Give back every record word for word, but keep the pictures out.

[Stored data]
━━━━━━━━

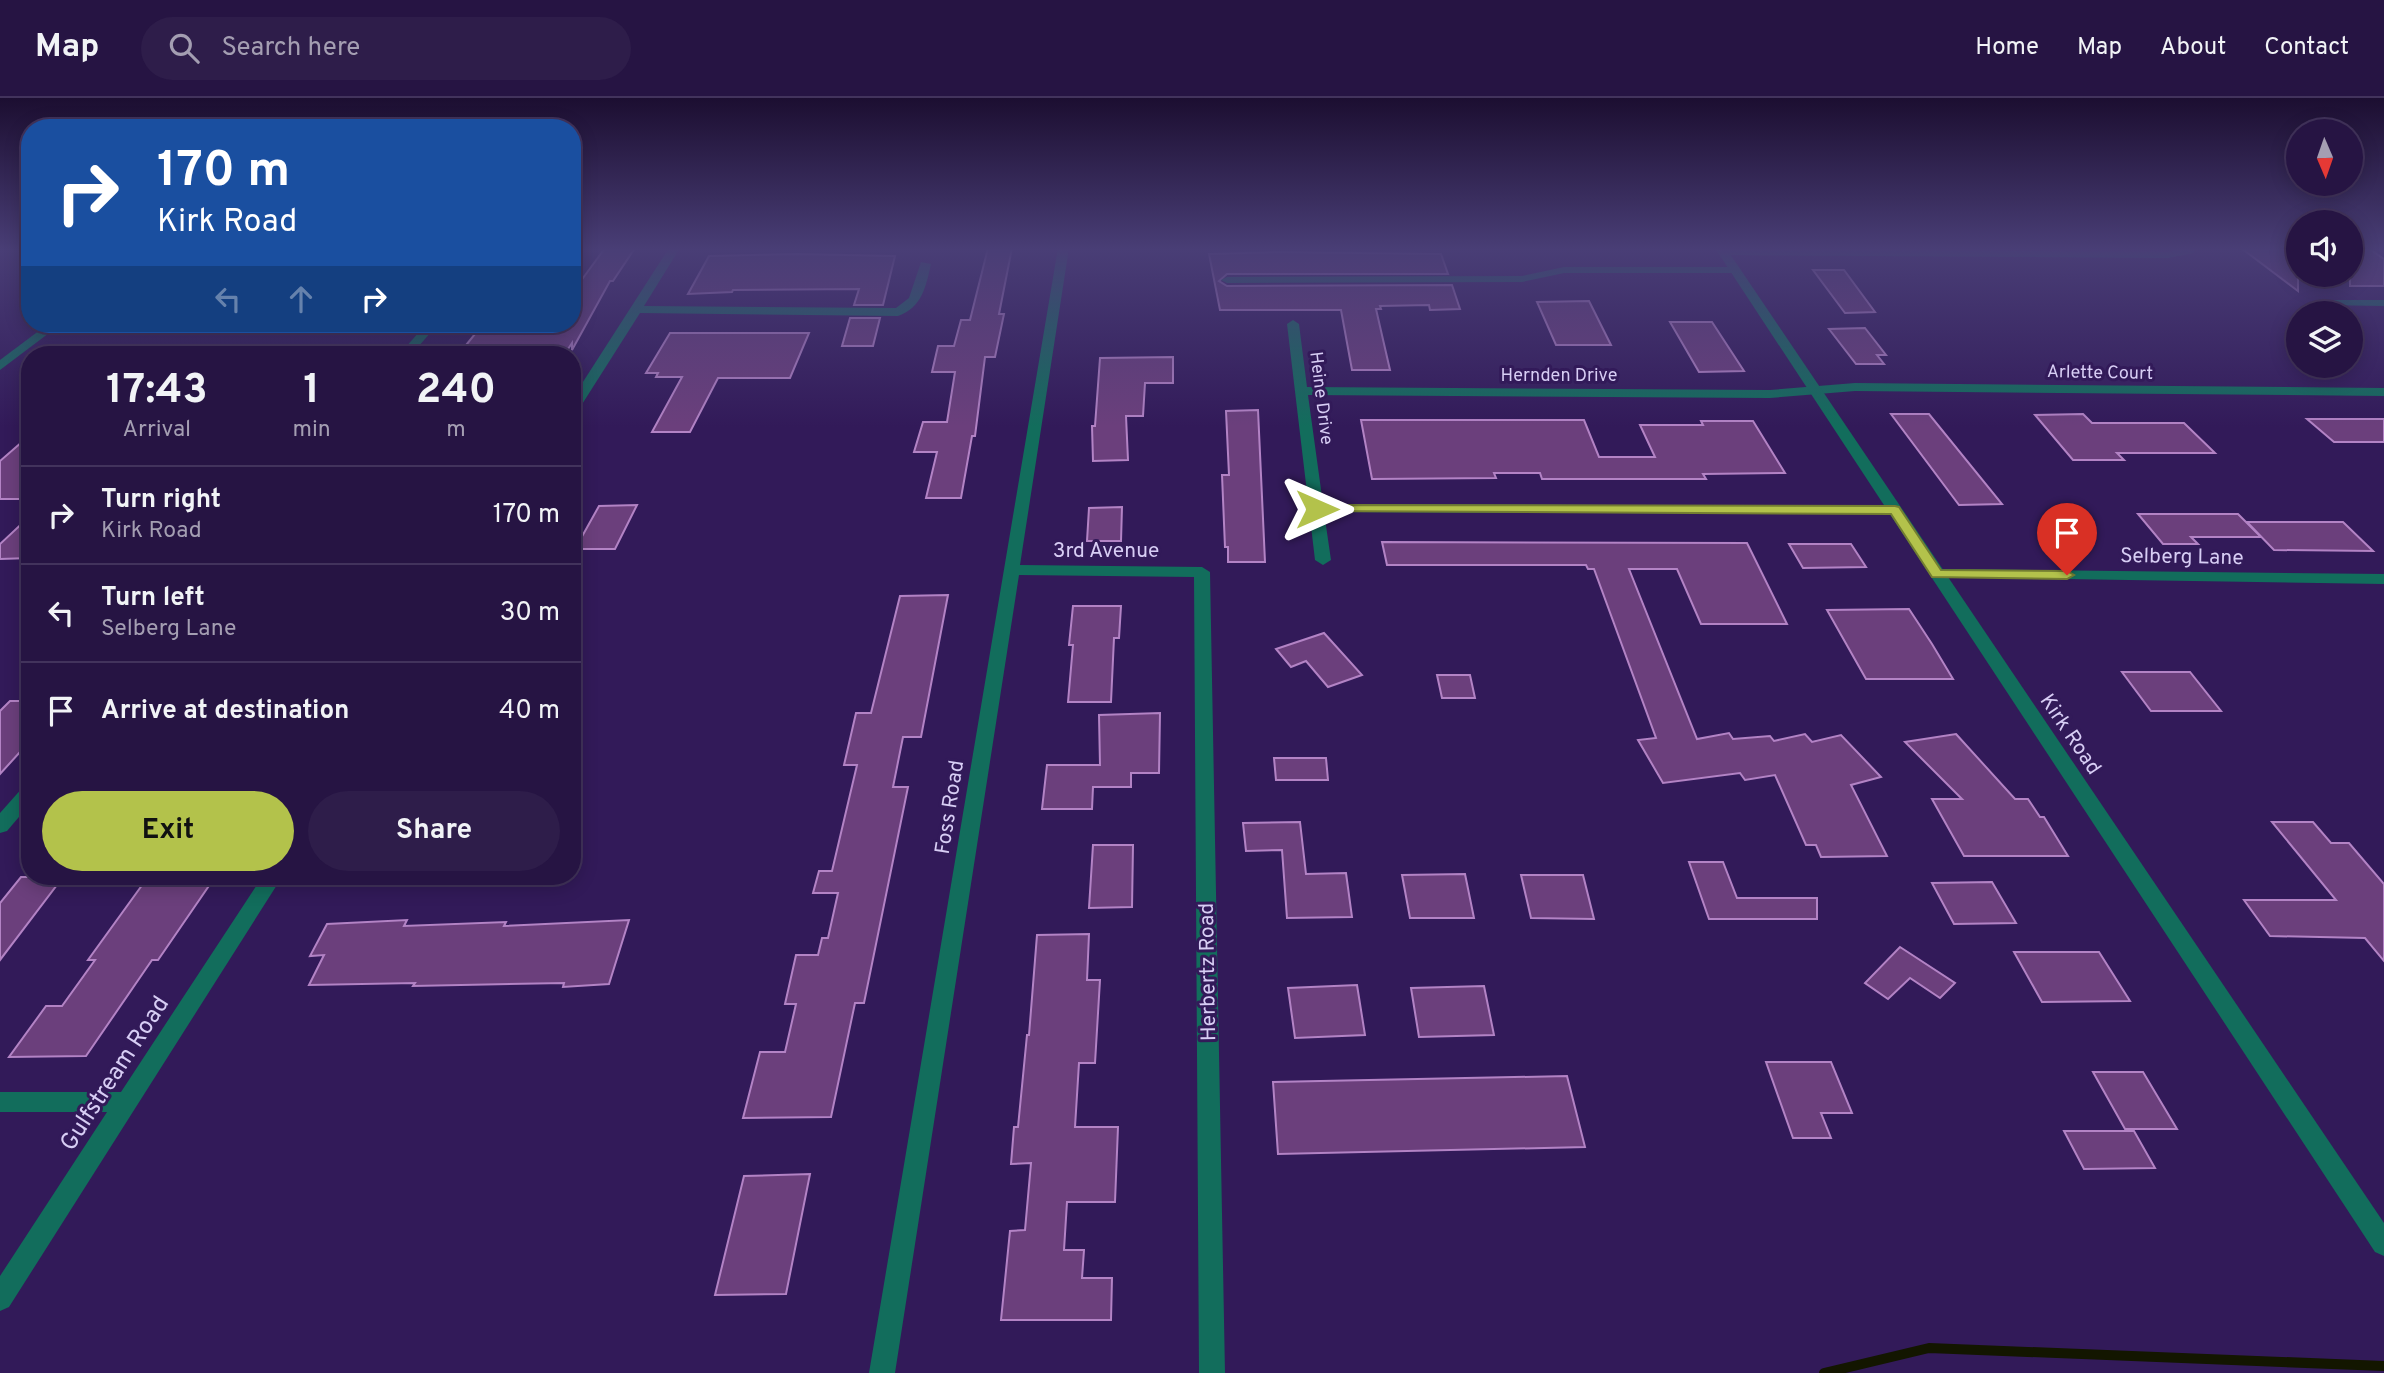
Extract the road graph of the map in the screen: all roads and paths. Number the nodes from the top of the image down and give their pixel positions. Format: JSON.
{"nodes":[{"id":1,"x":911,"y":308,"type":"edge"},
{"id":2,"x":1054,"y":308,"type":"edge"},
{"id":3,"x":1760,"y":308,"type":"edge"},
{"id":4,"x":636,"y":309,"type":"joint"},
{"id":5,"x":1293,"y":324,"type":"dead end"},
{"id":6,"x":43,"y":333,"type":"edge"},
{"id":7,"x":26,"y":346,"type":"edge"},
{"id":8,"x":21,"y":350,"type":"edge"},
{"id":9,"x":0,"y":366,"type":"edge"},
{"id":10,"x":1302,"y":391,"type":"junction"},
{"id":11,"x":1815,"y":391,"type":"junction"},
{"id":12,"x":2384,"y":392,"type":"edge"},
{"id":13,"x":581,"y":395,"type":"edge"},
{"id":14,"x":1317,"y":509,"type":"junction"},
{"id":15,"x":1895,"y":510,"type":"junction"},
{"id":16,"x":1323,"y":560,"type":"dead end"},
{"id":17,"x":1010,"y":570,"type":"junction"},
{"id":18,"x":1202,"y":572,"type":"joint"},
{"id":19,"x":1937,"y":574,"type":"junction"},
{"id":20,"x":2384,"y":579,"type":"edge"},
{"id":21,"x":21,"y":802,"type":"edge"},
{"id":22,"x":0,"y":826,"type":"edge"},
{"id":23,"x":267,"y":885,"type":"edge"},
{"id":24,"x":0,"y":1102,"type":"edge"},
{"id":25,"x":127,"y":1102,"type":"junction"},
{"id":26,"x":2384,"y":1244,"type":"edge"},
{"id":27,"x":0,"y":1298,"type":"edge"},
{"id":28,"x":882,"y":1373,"type":"edge"},
{"id":29,"x":1212,"y":1373,"type":"edge"}],
"edges":[{"from":1,"to":4,"type":"street"},
{"from":2,"to":17,"type":"street","name":"Foss Road"},
{"from":3,"to":11,"type":"street","name":"Kirk Road"},
{"from":4,"to":13,"type":"street"},
{"from":5,"to":10,"type":"street","name":"Heine Drive"},
{"from":6,"to":7,"type":"street"},
{"from":8,"to":9,"type":"street"},
{"from":10,"to":11,"type":"street","name":"Hernden Drive"},
{"from":10,"to":14,"type":"street","name":"Heine Drive"},
{"from":11,"to":12,"type":"street","name":"Arlette Court"},
{"from":11,"to":15,"type":"street","name":"Kirk Road"},
{"from":14,"to":15,"type":"street"},
{"from":14,"to":16,"type":"street","name":"Heine Drive"},
{"from":15,"to":19,"type":"street","name":"Kirk Road"},
{"from":17,"to":18,"type":"street","name":"3rd Avenue"},
{"from":17,"to":28,"type":"street","name":"Foss Road"},
{"from":18,"to":29,"type":"street","name":"Herbertz Road"},
{"from":19,"to":20,"type":"street","name":"Selberg Lane"},
{"from":19,"to":26,"type":"street","name":"Kirk Road"},
{"from":21,"to":22,"type":"street"},
{"from":23,"to":25,"type":"street","name":"Gulfstream Road"},
{"from":24,"to":25,"type":"street"},
{"from":25,"to":27,"type":"street","name":"Gulfstream Road"}]}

━━━━━━━━

→ **TASK RESULT**:
Extract the road graph of the map in the screen: all roads and paths. Number the nodes from the top of the image down and give their pixel positions. Format: JSON.
{"nodes":[{"id":1,"x":911,"y":308,"type":"edge"},
{"id":2,"x":1054,"y":308,"type":"edge"},
{"id":3,"x":1760,"y":308,"type":"edge"},
{"id":4,"x":636,"y":309,"type":"joint"},
{"id":5,"x":1293,"y":324,"type":"dead end"},
{"id":6,"x":43,"y":333,"type":"edge"},
{"id":7,"x":26,"y":346,"type":"edge"},
{"id":8,"x":21,"y":350,"type":"edge"},
{"id":9,"x":0,"y":366,"type":"edge"},
{"id":10,"x":1302,"y":391,"type":"junction"},
{"id":11,"x":1815,"y":391,"type":"junction"},
{"id":12,"x":2384,"y":392,"type":"edge"},
{"id":13,"x":581,"y":395,"type":"edge"},
{"id":14,"x":1317,"y":509,"type":"junction"},
{"id":15,"x":1895,"y":510,"type":"junction"},
{"id":16,"x":1323,"y":560,"type":"dead end"},
{"id":17,"x":1010,"y":570,"type":"junction"},
{"id":18,"x":1202,"y":572,"type":"joint"},
{"id":19,"x":1937,"y":574,"type":"junction"},
{"id":20,"x":2384,"y":579,"type":"edge"},
{"id":21,"x":21,"y":802,"type":"edge"},
{"id":22,"x":0,"y":826,"type":"edge"},
{"id":23,"x":267,"y":885,"type":"edge"},
{"id":24,"x":0,"y":1102,"type":"edge"},
{"id":25,"x":127,"y":1102,"type":"junction"},
{"id":26,"x":2384,"y":1244,"type":"edge"},
{"id":27,"x":0,"y":1298,"type":"edge"},
{"id":28,"x":882,"y":1373,"type":"edge"},
{"id":29,"x":1212,"y":1373,"type":"edge"}],
"edges":[{"from":1,"to":4,"type":"street"},
{"from":2,"to":17,"type":"street","name":"Foss Road"},
{"from":3,"to":11,"type":"street","name":"Kirk Road"},
{"from":4,"to":13,"type":"street"},
{"from":5,"to":10,"type":"street","name":"Heine Drive"},
{"from":6,"to":7,"type":"street"},
{"from":8,"to":9,"type":"street"},
{"from":10,"to":11,"type":"street","name":"Hernden Drive"},
{"from":10,"to":14,"type":"street","name":"Heine Drive"},
{"from":11,"to":12,"type":"street","name":"Arlette Court"},
{"from":11,"to":15,"type":"street","name":"Kirk Road"},
{"from":14,"to":15,"type":"street"},
{"from":14,"to":16,"type":"street","name":"Heine Drive"},
{"from":15,"to":19,"type":"street","name":"Kirk Road"},
{"from":17,"to":18,"type":"street","name":"3rd Avenue"},
{"from":17,"to":28,"type":"street","name":"Foss Road"},
{"from":18,"to":29,"type":"street","name":"Herbertz Road"},
{"from":19,"to":20,"type":"street","name":"Selberg Lane"},
{"from":19,"to":26,"type":"street","name":"Kirk Road"},
{"from":21,"to":22,"type":"street"},
{"from":23,"to":25,"type":"street","name":"Gulfstream Road"},
{"from":24,"to":25,"type":"street"},
{"from":25,"to":27,"type":"street","name":"Gulfstream Road"}]}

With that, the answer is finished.